Por último, está la gran cuestión: ¿podemos esperar del Papa reformas en Roma? Puedo equivocarme pero muchas cosas en este conservador doctrinal que es temperamentalmente un franciscano, políticamente un centrista y curricularmente un hombre de la periferia, excéntrico a la Curia, apuntan a una mezcla de Juan XXIII en su diálogo con la modernidad y de Juan Pablo II en su diálogo con la calle.

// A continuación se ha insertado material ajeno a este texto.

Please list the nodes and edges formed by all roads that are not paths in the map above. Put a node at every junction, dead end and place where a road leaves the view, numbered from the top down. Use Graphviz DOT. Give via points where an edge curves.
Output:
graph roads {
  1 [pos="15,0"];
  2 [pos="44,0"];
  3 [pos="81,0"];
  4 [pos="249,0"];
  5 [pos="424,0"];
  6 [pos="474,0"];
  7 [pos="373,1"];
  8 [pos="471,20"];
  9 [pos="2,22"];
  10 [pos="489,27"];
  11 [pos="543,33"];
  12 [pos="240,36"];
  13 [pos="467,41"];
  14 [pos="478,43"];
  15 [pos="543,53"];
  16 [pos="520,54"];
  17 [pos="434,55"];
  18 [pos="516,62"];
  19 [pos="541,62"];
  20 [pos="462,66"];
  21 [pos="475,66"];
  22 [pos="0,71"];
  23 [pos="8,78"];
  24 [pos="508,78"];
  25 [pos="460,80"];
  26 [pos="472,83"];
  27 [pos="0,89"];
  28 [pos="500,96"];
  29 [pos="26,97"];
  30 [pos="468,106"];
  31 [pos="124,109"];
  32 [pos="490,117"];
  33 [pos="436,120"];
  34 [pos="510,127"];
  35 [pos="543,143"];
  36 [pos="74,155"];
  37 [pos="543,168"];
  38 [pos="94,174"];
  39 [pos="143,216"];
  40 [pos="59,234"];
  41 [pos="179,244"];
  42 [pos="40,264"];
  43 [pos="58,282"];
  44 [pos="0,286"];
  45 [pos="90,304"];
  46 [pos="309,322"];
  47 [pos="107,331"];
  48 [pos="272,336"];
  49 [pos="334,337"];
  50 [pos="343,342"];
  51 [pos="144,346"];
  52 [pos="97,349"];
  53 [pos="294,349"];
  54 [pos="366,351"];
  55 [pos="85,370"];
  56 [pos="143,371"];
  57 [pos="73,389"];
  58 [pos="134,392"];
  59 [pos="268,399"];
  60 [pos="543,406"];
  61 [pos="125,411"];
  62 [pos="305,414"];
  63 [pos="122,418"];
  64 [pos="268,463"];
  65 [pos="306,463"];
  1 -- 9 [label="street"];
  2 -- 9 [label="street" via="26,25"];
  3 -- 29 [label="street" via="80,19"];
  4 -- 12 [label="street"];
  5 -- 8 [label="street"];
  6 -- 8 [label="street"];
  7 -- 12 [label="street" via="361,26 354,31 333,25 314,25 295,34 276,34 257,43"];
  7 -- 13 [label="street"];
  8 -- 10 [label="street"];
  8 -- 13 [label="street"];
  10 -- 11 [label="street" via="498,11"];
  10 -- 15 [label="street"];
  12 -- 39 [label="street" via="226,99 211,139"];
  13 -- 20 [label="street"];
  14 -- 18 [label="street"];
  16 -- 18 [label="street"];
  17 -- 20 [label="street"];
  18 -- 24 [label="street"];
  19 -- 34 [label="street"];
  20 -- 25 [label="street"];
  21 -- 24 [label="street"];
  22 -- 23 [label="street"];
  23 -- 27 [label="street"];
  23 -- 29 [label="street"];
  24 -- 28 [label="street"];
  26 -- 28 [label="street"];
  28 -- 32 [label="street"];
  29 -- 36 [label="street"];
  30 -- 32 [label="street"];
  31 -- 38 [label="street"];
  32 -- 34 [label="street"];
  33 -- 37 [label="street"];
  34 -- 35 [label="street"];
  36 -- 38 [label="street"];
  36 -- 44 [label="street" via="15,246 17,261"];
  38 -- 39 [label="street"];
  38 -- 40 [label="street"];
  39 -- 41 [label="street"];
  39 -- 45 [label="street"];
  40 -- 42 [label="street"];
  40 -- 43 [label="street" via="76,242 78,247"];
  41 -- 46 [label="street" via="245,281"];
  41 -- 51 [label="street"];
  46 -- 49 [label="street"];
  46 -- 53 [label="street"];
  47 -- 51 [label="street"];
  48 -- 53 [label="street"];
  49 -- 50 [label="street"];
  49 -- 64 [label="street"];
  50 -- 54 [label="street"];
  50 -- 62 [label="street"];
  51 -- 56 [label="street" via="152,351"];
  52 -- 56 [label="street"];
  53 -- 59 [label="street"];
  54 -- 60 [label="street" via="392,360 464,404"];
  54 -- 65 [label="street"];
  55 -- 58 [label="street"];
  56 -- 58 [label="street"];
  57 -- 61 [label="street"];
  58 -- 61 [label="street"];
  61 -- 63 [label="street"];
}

Dos cosas son urgentes en la Iglesia Católica hoy. Una tiene que ver con esa noción difusa y multiforme que es la modernidad: ¿cómo reconciliarse con ella, adaptarse a ella? La otra es el gobierno de la Iglesia, el aparato político-administrativo que encierra la Curia. Lo primero requiere algo mucho más ambicioso que unas cuantas homilías: acaso un nuevo concilio modernizador como el que convocó Juan XXIII y tuvo que terminar Pablo VI. Pero, por encima de todo, exige una actitud del Pontífice. Pedirle que renuncie de golpe a todo lo que la Iglesia cree no es realista ni serio. Pero pedirle que, con prudencia, inteligencia y firmeza, vaya llevando de la mano a su institución hacia una adecuación de ciertos dogmas que la hagan más libre, incluyente y tolerante no sólo no es pedirle demasiado sino que es el grito de los tiempos que corren. Lo segundo, reformar el gobierno, o sea la Curia, requerirá también una actitud distinta, pero sobre todo independencia frente a la gente que desde el primer instante rodeará al nuevo Papa. No necesita Francisco ser un genio administrativo para lograrlo porque la parte operativa la pueden ejecutar otros. Lo que necesita es tener muy claro qué hay que reformar y a quiénes confiar la dimensión práctica.
Desde hace mucho tiempo, Argentina sólo produce titulares alrededor del mundo por las malas razones. Qué bueno sería que, además de haberle dado a su país un Papa, Bergoglio, hoy Francisco, acabe dándole también a un gran reformista.
Cuando les dijo a los cardenales, poco después de ser electo, “que Dios les perdone por lo que han hecho”, quizá Francisco estaba haciendo algo más que una broma.